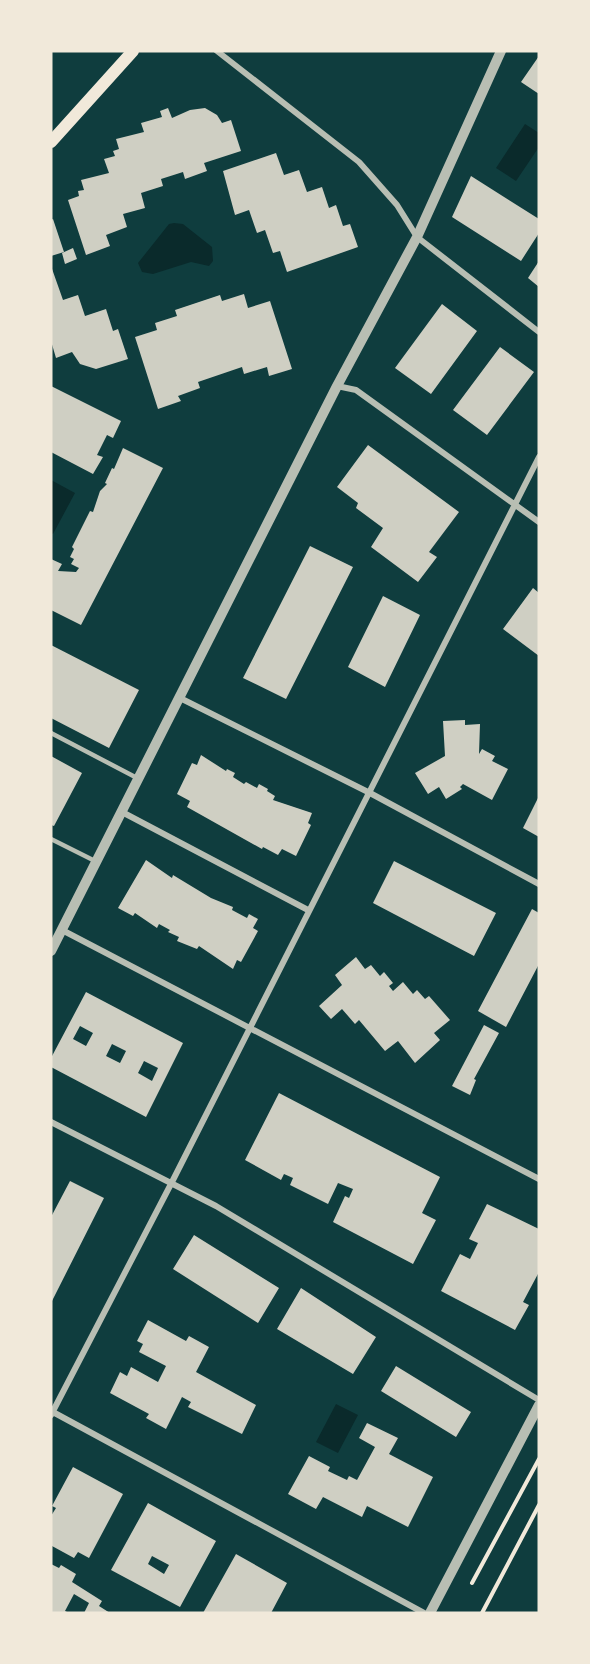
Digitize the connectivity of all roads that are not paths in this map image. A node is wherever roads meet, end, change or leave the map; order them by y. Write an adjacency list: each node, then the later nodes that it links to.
1 (133, 51): 4 (main road)
2 (217, 51): 5 (street)
3 (501, 51): 5 (street)
4 (51, 142)
5 (417, 237): 6 (street); 7 (street)
6 (539, 332)
7 (337, 387): 9 (street); 11 (street)
8 (539, 457): 9 (street)
9 (515, 503): 10 (street); 14 (street)
10 (539, 522)
11 (180, 698): 13 (street); 14 (street)
12 (51, 734): 13 (lane)
13 (139, 779): 15 (street)
14 (370, 793): 18 (street); 19 (street)
15 (122, 812): 17 (street); 19 (street)
16 (51, 838): 17 (lane)
17 (97, 862): 20 (street)
18 (539, 884)
19 (309, 910): 22 (street)
20 (62, 930): 21 (street); 22 (street)
21 (51, 951)
22 (249, 1028): 24 (street); 25 (street)
23 (51, 1122): 25 (street)
24 (539, 1179)
25 (172, 1182): 26 (street); 28 (street)
26 (539, 1400)
27 (539, 1405): 30 (street)
28 (52, 1412): 29 (street)
29 (424, 1613)
30 (430, 1613)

━━━━━━━━━━━━━━━━

What the task requires – The required output is each record above, reproduced exactly, without its pictures.

Expected answer –
Digitize the connectivity of all roads that are not paths in this map image. A node is wherever roads meet, end, change or leave the map; order them by y. Write an adjacency list: each node, then the later nodes that it links to.
1 (133, 51): 4 (main road)
2 (217, 51): 5 (street)
3 (501, 51): 5 (street)
4 (51, 142)
5 (417, 237): 6 (street); 7 (street)
6 (539, 332)
7 (337, 387): 9 (street); 11 (street)
8 (539, 457): 9 (street)
9 (515, 503): 10 (street); 14 (street)
10 (539, 522)
11 (180, 698): 13 (street); 14 (street)
12 (51, 734): 13 (lane)
13 (139, 779): 15 (street)
14 (370, 793): 18 (street); 19 (street)
15 (122, 812): 17 (street); 19 (street)
16 (51, 838): 17 (lane)
17 (97, 862): 20 (street)
18 (539, 884)
19 (309, 910): 22 (street)
20 (62, 930): 21 (street); 22 (street)
21 (51, 951)
22 (249, 1028): 24 (street); 25 (street)
23 (51, 1122): 25 (street)
24 (539, 1179)
25 (172, 1182): 26 (street); 28 (street)
26 (539, 1400)
27 (539, 1405): 30 (street)
28 (52, 1412): 29 (street)
29 (424, 1613)
30 (430, 1613)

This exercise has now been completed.